According to Citigroup’s proxy statement, Prince received:

  • the remaining two months of his $1 million annual salary;
  • his vested deferred stock, valued at approximately $12.5 million;
  • his vested restricted stock, valued at approximately $9.7 million;
  • vesting of outstanding stock options which were underwater and had no value;
  • a cash incentive award of $10.4 million, prorated for 10 months of service and decreased by a factor based on the annual shareholder return (43.3 percent);
  • a car, driver, assistant and office space worth $1.5 million annually; and
  • vested deferred and non-deferred retirement balances having a value of approximately $1.8 million.

In exchange for the retirement package, Prince agreed to not solicit Citigroup managers or clients and not to compete with Citigroup for five years following his retirement. Prince also agreed to non-disparagement and non-disclosure restrictions and a general release of claims against Citigroup.

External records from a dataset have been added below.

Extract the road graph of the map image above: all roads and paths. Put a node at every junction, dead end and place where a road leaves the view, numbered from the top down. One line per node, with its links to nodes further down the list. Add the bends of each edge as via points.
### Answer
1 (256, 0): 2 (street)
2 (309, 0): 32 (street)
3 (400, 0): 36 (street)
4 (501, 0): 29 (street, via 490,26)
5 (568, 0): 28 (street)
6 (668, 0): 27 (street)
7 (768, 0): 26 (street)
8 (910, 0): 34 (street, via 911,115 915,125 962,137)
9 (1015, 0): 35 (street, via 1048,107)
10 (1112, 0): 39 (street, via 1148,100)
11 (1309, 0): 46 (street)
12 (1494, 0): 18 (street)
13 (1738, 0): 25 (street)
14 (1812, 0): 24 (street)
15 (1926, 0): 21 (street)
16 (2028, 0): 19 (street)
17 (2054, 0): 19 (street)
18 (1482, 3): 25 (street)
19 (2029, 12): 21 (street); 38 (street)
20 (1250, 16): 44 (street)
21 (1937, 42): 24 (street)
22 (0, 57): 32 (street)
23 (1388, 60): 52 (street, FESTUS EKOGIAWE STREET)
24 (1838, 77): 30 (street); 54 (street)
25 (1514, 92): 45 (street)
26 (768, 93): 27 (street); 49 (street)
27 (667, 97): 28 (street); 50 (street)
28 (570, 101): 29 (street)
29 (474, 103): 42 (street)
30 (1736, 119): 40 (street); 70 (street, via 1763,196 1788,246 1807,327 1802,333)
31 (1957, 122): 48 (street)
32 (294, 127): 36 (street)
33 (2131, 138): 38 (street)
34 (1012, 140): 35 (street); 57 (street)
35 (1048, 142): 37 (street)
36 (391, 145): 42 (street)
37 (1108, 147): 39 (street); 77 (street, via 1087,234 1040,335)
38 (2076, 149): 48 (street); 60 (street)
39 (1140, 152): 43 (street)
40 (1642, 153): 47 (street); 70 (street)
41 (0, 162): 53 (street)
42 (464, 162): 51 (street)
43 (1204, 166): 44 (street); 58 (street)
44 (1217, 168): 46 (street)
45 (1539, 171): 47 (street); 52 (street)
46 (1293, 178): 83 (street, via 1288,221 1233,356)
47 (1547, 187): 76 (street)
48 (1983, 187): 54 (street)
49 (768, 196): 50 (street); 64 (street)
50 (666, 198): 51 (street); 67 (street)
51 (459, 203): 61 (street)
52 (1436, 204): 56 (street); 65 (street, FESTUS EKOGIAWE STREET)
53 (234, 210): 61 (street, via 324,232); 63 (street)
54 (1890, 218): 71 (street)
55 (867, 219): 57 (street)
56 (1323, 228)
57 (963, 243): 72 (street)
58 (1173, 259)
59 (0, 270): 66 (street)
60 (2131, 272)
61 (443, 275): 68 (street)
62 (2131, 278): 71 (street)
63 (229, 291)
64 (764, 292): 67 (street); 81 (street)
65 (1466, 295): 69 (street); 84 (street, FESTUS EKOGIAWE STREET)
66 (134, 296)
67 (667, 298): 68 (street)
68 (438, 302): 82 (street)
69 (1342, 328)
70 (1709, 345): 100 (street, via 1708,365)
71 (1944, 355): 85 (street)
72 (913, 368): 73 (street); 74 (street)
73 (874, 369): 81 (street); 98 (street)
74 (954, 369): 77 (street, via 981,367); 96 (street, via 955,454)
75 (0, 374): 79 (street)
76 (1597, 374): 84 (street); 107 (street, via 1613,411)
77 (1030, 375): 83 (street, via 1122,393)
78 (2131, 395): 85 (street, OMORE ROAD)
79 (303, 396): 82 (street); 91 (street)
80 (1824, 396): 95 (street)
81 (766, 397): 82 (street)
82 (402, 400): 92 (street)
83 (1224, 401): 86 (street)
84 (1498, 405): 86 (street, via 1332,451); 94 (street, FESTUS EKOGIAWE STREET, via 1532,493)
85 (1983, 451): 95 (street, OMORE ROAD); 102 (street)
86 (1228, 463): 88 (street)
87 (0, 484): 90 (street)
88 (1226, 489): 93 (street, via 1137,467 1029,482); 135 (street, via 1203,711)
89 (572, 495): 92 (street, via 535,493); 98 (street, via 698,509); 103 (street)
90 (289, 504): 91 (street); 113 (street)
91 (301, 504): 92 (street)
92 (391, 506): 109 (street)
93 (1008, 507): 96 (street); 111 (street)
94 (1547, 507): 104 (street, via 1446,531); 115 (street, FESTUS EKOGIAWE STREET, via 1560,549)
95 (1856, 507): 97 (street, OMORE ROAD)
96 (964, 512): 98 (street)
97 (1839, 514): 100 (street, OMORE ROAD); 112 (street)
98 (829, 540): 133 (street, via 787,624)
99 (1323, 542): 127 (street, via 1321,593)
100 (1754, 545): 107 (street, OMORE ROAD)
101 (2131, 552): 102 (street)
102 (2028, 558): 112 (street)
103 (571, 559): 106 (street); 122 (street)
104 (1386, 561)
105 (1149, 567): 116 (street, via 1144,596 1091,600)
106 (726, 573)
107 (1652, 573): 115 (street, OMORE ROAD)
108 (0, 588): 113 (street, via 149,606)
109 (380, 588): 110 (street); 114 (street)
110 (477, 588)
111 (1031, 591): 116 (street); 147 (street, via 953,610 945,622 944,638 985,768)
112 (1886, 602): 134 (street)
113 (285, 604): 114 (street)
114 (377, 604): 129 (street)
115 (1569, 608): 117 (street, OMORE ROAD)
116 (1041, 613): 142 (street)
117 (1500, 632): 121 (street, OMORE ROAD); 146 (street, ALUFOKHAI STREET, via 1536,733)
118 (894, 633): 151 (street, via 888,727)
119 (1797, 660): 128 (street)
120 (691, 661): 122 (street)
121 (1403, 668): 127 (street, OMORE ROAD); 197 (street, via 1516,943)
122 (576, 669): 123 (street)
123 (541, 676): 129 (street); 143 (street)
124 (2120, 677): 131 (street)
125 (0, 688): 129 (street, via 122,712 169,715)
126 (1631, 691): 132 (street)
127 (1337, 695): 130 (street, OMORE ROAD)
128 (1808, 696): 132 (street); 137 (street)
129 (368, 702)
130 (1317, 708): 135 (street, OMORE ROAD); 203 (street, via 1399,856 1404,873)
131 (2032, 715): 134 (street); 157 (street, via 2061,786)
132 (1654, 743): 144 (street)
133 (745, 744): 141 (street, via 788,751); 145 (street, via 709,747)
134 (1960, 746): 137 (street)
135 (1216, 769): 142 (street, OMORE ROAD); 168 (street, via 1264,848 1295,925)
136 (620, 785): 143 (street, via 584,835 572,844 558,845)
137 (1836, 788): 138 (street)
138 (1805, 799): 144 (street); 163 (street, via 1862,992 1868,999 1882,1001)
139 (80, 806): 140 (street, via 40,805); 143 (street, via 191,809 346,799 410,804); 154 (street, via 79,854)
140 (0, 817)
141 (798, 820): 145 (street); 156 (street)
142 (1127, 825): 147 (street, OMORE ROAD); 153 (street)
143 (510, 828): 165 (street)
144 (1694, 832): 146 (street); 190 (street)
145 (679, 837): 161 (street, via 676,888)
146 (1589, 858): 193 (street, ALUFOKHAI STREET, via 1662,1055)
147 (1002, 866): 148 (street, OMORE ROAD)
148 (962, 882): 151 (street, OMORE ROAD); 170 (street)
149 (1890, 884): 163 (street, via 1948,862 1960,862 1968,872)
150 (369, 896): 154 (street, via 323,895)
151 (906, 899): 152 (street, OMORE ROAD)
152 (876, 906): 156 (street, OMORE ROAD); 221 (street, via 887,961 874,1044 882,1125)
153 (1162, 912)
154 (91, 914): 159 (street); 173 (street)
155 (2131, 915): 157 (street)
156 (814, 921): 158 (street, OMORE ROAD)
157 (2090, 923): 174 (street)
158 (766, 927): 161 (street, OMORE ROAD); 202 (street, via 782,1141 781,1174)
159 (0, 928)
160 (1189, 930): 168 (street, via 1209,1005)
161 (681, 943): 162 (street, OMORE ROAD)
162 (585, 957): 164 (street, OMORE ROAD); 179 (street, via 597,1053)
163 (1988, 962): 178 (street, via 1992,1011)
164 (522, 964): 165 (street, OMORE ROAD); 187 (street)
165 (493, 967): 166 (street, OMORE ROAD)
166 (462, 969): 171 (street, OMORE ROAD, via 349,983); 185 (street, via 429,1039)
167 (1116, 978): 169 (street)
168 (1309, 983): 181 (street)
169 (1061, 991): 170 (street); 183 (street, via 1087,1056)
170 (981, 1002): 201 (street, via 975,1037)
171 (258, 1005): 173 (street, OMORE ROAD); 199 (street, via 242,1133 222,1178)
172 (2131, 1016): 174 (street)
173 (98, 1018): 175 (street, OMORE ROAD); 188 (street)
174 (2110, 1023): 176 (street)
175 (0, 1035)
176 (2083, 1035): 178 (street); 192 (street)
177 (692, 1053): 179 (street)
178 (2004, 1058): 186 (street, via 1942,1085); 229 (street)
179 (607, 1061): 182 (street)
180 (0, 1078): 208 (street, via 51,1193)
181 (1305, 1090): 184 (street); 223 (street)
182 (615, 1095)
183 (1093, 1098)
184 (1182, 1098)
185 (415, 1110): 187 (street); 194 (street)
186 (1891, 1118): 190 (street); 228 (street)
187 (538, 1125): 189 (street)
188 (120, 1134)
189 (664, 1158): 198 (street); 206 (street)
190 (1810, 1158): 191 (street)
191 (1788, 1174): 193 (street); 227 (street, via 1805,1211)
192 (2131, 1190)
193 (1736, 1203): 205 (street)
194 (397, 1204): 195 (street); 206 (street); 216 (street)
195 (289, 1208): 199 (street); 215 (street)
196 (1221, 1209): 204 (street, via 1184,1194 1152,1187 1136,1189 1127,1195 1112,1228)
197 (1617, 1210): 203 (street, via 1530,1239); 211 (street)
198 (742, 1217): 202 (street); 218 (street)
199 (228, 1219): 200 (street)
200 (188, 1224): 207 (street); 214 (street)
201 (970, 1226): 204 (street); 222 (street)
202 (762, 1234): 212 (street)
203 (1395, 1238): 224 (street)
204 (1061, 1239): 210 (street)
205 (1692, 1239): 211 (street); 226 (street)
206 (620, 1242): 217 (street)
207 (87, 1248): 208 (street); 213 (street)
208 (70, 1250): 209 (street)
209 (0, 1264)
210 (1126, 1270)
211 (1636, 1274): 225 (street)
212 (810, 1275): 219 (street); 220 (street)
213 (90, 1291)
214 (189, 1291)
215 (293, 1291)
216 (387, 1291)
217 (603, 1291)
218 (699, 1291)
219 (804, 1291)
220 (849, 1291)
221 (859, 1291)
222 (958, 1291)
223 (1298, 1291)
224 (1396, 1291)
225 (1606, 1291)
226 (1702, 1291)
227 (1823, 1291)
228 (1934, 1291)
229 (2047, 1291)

Citigroup, in a level of detail unusual for a proxy statement, described the board’s discussion of Prince’s resignation and the proposed terms of the Letter Agreement. The board considered Prince’s years of service, the various senior positions he held, the value of the compensation he was to receive, and Citigroup’s performance during his tenure, including its performance in the current economic and regulatory climate, and concluded that the terms of the Letter Agreement were appropriate.

The Citigroup plaintiffs disagreed. The plaintiffs alleged that the board’s approval of the Letter Agreement constituted corporate waste and that demanding the directors to take action would be futile. The plaintiffs argued that demand was excused because there existed a reasonable doubt as to whether approval of the Letter Agreement was the product of a valid exercise of business judgment.

The Chancery Court’s Opinion

Directors of Delaware corporations are granted the authority and broad discretion to determine executive compensation. There is an “outer limit,” however. If the directors’ broad discretion creates an executive compensation package that is unconscionable to the point that a reasonable business person would be unwilling to pay corporate assets for such a disproportionately small return, the compensation package can be considered corporate waste.

The plaintiffs’ burden was to plead, with particularized factual allegations, that upon Prince’s retirement Citigroup would receive so little in return for the pay package set forth in the Letter Agreement that the result would be the type of unconscionable exchange a reasonable person would never consider. To support their allegations, the plaintiffs argued that: (i) Prince was receiving millions of dollars in salary, bonus, accumulated stock and ancillary benefits; (ii) Prince was at Citigroup’s helm when the bank recorded billions of dollars in losses; and (iii) all that Citigroup received in exchange for the pay package were promises not to compete, not to disparage Citigroup, not to solicit employees or clients and to release Citigroup from any claims. The plaintiffs contended that this arrangement was “so one sided” that no ordinary business person of sound judgment could conclude that Citibank had received adequate consideration in return and the pay package therefore constituted corporate waste.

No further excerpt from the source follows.